◆ RECORD EXCERPTS:

* * * * * * * * *

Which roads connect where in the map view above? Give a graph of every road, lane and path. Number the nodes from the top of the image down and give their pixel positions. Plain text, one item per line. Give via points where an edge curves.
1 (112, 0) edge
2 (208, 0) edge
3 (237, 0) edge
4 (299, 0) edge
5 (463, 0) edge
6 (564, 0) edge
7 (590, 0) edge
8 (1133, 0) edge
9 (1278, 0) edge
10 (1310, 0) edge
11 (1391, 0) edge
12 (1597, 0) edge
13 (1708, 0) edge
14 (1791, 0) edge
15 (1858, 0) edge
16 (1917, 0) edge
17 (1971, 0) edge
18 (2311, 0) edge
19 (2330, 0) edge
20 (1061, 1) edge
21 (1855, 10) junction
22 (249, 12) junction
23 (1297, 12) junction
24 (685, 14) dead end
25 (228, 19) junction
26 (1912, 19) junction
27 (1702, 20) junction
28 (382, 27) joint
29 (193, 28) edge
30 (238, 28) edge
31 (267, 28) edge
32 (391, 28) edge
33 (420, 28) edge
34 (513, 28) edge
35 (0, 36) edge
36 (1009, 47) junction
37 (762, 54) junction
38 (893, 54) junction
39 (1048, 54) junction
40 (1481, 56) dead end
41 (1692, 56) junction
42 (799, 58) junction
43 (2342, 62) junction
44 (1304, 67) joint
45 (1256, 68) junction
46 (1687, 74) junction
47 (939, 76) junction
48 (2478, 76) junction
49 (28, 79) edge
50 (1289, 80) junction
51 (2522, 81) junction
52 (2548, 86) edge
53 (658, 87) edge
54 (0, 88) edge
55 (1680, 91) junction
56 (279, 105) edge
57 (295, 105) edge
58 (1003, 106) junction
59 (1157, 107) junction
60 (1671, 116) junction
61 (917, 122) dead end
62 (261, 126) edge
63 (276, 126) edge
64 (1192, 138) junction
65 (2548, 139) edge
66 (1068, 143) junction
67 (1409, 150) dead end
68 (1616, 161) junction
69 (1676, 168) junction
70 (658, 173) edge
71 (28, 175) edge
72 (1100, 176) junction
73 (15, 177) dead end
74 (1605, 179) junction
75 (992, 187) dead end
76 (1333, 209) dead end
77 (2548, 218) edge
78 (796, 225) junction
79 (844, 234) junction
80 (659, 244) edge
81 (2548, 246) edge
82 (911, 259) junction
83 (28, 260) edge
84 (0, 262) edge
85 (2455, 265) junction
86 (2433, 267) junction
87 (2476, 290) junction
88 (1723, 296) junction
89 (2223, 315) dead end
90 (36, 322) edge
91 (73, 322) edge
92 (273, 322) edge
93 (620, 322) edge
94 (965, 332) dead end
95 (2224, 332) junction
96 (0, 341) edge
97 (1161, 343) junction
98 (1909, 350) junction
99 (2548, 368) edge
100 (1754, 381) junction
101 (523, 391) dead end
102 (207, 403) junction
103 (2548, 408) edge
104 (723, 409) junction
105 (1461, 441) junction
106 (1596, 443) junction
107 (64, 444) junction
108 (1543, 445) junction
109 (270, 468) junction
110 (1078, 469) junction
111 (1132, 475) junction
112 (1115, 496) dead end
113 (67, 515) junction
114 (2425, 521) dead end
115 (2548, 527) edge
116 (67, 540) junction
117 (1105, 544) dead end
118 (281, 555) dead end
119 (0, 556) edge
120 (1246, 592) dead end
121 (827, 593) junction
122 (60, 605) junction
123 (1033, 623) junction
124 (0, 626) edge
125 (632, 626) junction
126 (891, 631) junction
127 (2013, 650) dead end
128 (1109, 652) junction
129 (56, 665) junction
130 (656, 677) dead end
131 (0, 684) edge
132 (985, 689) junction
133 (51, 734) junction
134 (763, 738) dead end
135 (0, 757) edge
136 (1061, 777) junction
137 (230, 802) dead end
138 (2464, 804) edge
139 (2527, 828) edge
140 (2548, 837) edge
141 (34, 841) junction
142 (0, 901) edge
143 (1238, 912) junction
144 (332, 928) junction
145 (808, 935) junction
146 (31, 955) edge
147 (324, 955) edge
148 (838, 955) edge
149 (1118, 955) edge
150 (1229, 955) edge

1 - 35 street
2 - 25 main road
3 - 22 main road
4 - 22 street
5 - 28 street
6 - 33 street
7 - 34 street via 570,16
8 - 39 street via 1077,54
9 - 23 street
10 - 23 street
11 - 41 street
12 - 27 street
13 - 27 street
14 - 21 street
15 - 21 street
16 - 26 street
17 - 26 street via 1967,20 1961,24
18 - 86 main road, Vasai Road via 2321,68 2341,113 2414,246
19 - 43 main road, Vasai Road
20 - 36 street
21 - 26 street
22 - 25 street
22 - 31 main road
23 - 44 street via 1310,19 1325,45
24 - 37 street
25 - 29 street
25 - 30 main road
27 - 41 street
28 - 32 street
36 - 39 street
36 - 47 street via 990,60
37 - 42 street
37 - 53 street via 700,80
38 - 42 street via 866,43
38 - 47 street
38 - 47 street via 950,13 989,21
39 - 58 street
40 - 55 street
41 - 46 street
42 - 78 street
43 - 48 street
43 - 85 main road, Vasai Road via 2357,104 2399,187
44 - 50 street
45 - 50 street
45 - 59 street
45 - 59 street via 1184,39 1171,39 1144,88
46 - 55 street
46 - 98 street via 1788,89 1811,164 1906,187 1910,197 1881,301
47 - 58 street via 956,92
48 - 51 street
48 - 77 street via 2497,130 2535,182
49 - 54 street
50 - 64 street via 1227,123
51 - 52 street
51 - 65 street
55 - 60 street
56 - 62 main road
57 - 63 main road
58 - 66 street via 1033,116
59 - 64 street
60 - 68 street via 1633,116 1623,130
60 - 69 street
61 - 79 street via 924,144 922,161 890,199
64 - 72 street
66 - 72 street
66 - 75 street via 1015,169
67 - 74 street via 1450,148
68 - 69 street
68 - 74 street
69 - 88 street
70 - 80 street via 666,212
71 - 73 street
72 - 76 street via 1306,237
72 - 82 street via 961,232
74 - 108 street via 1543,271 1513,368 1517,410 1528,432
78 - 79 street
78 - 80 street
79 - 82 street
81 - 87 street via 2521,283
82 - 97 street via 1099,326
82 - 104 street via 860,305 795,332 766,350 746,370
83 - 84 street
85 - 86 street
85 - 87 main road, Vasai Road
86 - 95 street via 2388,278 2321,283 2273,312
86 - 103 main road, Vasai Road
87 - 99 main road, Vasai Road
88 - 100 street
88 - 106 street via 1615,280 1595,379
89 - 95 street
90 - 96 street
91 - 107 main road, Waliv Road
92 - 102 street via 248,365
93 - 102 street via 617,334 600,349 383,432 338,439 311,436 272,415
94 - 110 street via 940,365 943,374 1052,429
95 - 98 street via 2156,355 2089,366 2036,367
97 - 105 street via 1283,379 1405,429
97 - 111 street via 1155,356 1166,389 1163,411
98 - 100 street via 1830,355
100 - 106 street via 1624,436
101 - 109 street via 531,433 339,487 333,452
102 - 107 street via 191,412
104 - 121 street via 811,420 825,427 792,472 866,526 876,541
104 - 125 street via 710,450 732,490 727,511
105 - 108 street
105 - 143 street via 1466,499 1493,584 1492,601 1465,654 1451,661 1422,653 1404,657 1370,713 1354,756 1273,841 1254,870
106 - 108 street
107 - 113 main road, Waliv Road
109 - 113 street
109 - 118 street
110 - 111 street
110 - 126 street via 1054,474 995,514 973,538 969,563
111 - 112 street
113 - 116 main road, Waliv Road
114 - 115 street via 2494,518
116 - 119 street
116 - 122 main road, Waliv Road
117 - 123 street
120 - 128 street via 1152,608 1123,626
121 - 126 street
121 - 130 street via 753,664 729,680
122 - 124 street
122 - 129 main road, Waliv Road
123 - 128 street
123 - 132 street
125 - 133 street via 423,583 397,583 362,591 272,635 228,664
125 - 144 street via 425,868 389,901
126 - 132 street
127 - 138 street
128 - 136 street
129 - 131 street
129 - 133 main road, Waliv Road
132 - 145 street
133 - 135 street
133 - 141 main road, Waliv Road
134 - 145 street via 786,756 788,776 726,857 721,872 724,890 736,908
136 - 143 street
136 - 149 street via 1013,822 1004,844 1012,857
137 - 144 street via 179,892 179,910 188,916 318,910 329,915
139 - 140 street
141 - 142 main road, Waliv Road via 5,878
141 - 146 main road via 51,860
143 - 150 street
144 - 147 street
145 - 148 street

* * * * * * * * *

◆ TASK REQUIREMENTS:
What lines in the records above include the string "Waliv"? Copy each one.

◆ REPLY TO THE EXERCISE:
91 - 107 main road, Waliv Road
107 - 113 main road, Waliv Road
113 - 116 main road, Waliv Road
116 - 122 main road, Waliv Road
122 - 129 main road, Waliv Road
129 - 133 main road, Waliv Road
133 - 141 main road, Waliv Road
141 - 142 main road, Waliv Road via 5,878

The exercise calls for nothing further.